SUPPLIED ENTRIES:

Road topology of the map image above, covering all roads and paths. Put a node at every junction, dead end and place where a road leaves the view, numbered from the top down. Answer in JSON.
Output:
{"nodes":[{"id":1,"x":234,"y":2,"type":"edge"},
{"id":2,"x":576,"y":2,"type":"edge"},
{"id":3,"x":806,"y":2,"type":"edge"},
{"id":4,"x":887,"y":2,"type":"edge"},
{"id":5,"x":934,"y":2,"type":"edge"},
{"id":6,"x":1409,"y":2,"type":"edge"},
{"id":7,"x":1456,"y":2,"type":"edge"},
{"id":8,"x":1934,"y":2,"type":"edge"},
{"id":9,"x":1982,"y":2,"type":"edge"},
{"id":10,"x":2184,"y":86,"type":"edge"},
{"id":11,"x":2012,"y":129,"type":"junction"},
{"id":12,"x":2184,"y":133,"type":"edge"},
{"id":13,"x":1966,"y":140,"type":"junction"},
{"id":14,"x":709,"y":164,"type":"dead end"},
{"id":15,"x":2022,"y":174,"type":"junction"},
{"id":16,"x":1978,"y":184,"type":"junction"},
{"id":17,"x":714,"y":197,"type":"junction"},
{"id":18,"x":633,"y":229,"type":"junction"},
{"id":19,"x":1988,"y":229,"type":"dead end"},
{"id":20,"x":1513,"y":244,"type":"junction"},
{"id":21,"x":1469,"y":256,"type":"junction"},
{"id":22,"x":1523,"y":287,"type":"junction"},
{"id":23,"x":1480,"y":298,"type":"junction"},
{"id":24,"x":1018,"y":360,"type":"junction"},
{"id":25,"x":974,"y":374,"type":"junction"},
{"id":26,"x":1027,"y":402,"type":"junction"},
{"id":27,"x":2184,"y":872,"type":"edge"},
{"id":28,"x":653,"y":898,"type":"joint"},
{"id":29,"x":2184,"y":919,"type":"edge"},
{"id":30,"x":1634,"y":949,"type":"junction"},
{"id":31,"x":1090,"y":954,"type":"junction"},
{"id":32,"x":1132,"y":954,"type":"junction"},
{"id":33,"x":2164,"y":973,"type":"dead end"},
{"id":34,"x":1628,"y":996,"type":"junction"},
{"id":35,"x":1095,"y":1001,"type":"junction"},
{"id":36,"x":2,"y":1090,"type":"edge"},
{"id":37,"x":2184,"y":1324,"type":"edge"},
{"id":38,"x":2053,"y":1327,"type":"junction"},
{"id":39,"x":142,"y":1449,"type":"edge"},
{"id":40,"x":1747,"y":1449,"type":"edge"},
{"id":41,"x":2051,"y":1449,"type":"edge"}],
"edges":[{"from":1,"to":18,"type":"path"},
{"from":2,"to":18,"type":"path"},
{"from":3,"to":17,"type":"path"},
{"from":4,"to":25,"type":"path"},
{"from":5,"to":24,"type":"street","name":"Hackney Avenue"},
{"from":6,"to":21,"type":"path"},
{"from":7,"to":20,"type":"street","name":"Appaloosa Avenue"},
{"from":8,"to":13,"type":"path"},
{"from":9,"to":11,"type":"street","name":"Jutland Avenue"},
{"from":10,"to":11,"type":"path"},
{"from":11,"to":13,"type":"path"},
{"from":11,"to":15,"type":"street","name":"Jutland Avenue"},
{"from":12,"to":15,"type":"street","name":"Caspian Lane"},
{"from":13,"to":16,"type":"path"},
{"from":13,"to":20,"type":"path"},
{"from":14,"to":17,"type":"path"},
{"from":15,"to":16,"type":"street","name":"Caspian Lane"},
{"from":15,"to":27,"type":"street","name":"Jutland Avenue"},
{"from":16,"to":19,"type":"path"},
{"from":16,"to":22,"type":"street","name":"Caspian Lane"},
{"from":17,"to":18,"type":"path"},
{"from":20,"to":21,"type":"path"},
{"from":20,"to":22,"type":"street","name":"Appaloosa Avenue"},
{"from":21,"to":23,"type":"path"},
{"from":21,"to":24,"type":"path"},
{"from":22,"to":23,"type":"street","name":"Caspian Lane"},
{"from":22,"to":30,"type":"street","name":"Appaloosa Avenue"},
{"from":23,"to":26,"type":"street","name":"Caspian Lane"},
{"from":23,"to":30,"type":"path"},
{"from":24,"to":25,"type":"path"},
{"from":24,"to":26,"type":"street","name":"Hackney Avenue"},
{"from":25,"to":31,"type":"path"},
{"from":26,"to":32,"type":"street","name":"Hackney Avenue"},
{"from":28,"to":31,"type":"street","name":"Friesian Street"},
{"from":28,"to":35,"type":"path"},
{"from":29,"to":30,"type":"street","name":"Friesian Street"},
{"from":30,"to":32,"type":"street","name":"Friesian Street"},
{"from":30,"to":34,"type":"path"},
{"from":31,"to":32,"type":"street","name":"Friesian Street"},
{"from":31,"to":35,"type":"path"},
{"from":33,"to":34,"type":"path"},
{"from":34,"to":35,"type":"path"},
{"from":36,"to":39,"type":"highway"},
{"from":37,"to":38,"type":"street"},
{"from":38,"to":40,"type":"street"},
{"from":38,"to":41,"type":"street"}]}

WHAT YOU SHOULD DO: Every entry above must be returned word for word.

ANSWER BELOW:
Road topology of the map image above, covering all roads and paths. Put a node at every junction, dead end and place where a road leaves the view, numbered from the top down. Answer in JSON.
Output:
{"nodes":[{"id":1,"x":234,"y":2,"type":"edge"},
{"id":2,"x":576,"y":2,"type":"edge"},
{"id":3,"x":806,"y":2,"type":"edge"},
{"id":4,"x":887,"y":2,"type":"edge"},
{"id":5,"x":934,"y":2,"type":"edge"},
{"id":6,"x":1409,"y":2,"type":"edge"},
{"id":7,"x":1456,"y":2,"type":"edge"},
{"id":8,"x":1934,"y":2,"type":"edge"},
{"id":9,"x":1982,"y":2,"type":"edge"},
{"id":10,"x":2184,"y":86,"type":"edge"},
{"id":11,"x":2012,"y":129,"type":"junction"},
{"id":12,"x":2184,"y":133,"type":"edge"},
{"id":13,"x":1966,"y":140,"type":"junction"},
{"id":14,"x":709,"y":164,"type":"dead end"},
{"id":15,"x":2022,"y":174,"type":"junction"},
{"id":16,"x":1978,"y":184,"type":"junction"},
{"id":17,"x":714,"y":197,"type":"junction"},
{"id":18,"x":633,"y":229,"type":"junction"},
{"id":19,"x":1988,"y":229,"type":"dead end"},
{"id":20,"x":1513,"y":244,"type":"junction"},
{"id":21,"x":1469,"y":256,"type":"junction"},
{"id":22,"x":1523,"y":287,"type":"junction"},
{"id":23,"x":1480,"y":298,"type":"junction"},
{"id":24,"x":1018,"y":360,"type":"junction"},
{"id":25,"x":974,"y":374,"type":"junction"},
{"id":26,"x":1027,"y":402,"type":"junction"},
{"id":27,"x":2184,"y":872,"type":"edge"},
{"id":28,"x":653,"y":898,"type":"joint"},
{"id":29,"x":2184,"y":919,"type":"edge"},
{"id":30,"x":1634,"y":949,"type":"junction"},
{"id":31,"x":1090,"y":954,"type":"junction"},
{"id":32,"x":1132,"y":954,"type":"junction"},
{"id":33,"x":2164,"y":973,"type":"dead end"},
{"id":34,"x":1628,"y":996,"type":"junction"},
{"id":35,"x":1095,"y":1001,"type":"junction"},
{"id":36,"x":2,"y":1090,"type":"edge"},
{"id":37,"x":2184,"y":1324,"type":"edge"},
{"id":38,"x":2053,"y":1327,"type":"junction"},
{"id":39,"x":142,"y":1449,"type":"edge"},
{"id":40,"x":1747,"y":1449,"type":"edge"},
{"id":41,"x":2051,"y":1449,"type":"edge"}],
"edges":[{"from":1,"to":18,"type":"path"},
{"from":2,"to":18,"type":"path"},
{"from":3,"to":17,"type":"path"},
{"from":4,"to":25,"type":"path"},
{"from":5,"to":24,"type":"street","name":"Hackney Avenue"},
{"from":6,"to":21,"type":"path"},
{"from":7,"to":20,"type":"street","name":"Appaloosa Avenue"},
{"from":8,"to":13,"type":"path"},
{"from":9,"to":11,"type":"street","name":"Jutland Avenue"},
{"from":10,"to":11,"type":"path"},
{"from":11,"to":13,"type":"path"},
{"from":11,"to":15,"type":"street","name":"Jutland Avenue"},
{"from":12,"to":15,"type":"street","name":"Caspian Lane"},
{"from":13,"to":16,"type":"path"},
{"from":13,"to":20,"type":"path"},
{"from":14,"to":17,"type":"path"},
{"from":15,"to":16,"type":"street","name":"Caspian Lane"},
{"from":15,"to":27,"type":"street","name":"Jutland Avenue"},
{"from":16,"to":19,"type":"path"},
{"from":16,"to":22,"type":"street","name":"Caspian Lane"},
{"from":17,"to":18,"type":"path"},
{"from":20,"to":21,"type":"path"},
{"from":20,"to":22,"type":"street","name":"Appaloosa Avenue"},
{"from":21,"to":23,"type":"path"},
{"from":21,"to":24,"type":"path"},
{"from":22,"to":23,"type":"street","name":"Caspian Lane"},
{"from":22,"to":30,"type":"street","name":"Appaloosa Avenue"},
{"from":23,"to":26,"type":"street","name":"Caspian Lane"},
{"from":23,"to":30,"type":"path"},
{"from":24,"to":25,"type":"path"},
{"from":24,"to":26,"type":"street","name":"Hackney Avenue"},
{"from":25,"to":31,"type":"path"},
{"from":26,"to":32,"type":"street","name":"Hackney Avenue"},
{"from":28,"to":31,"type":"street","name":"Friesian Street"},
{"from":28,"to":35,"type":"path"},
{"from":29,"to":30,"type":"street","name":"Friesian Street"},
{"from":30,"to":32,"type":"street","name":"Friesian Street"},
{"from":30,"to":34,"type":"path"},
{"from":31,"to":32,"type":"street","name":"Friesian Street"},
{"from":31,"to":35,"type":"path"},
{"from":33,"to":34,"type":"path"},
{"from":34,"to":35,"type":"path"},
{"from":36,"to":39,"type":"highway"},
{"from":37,"to":38,"type":"street"},
{"from":38,"to":40,"type":"street"},
{"from":38,"to":41,"type":"street"}]}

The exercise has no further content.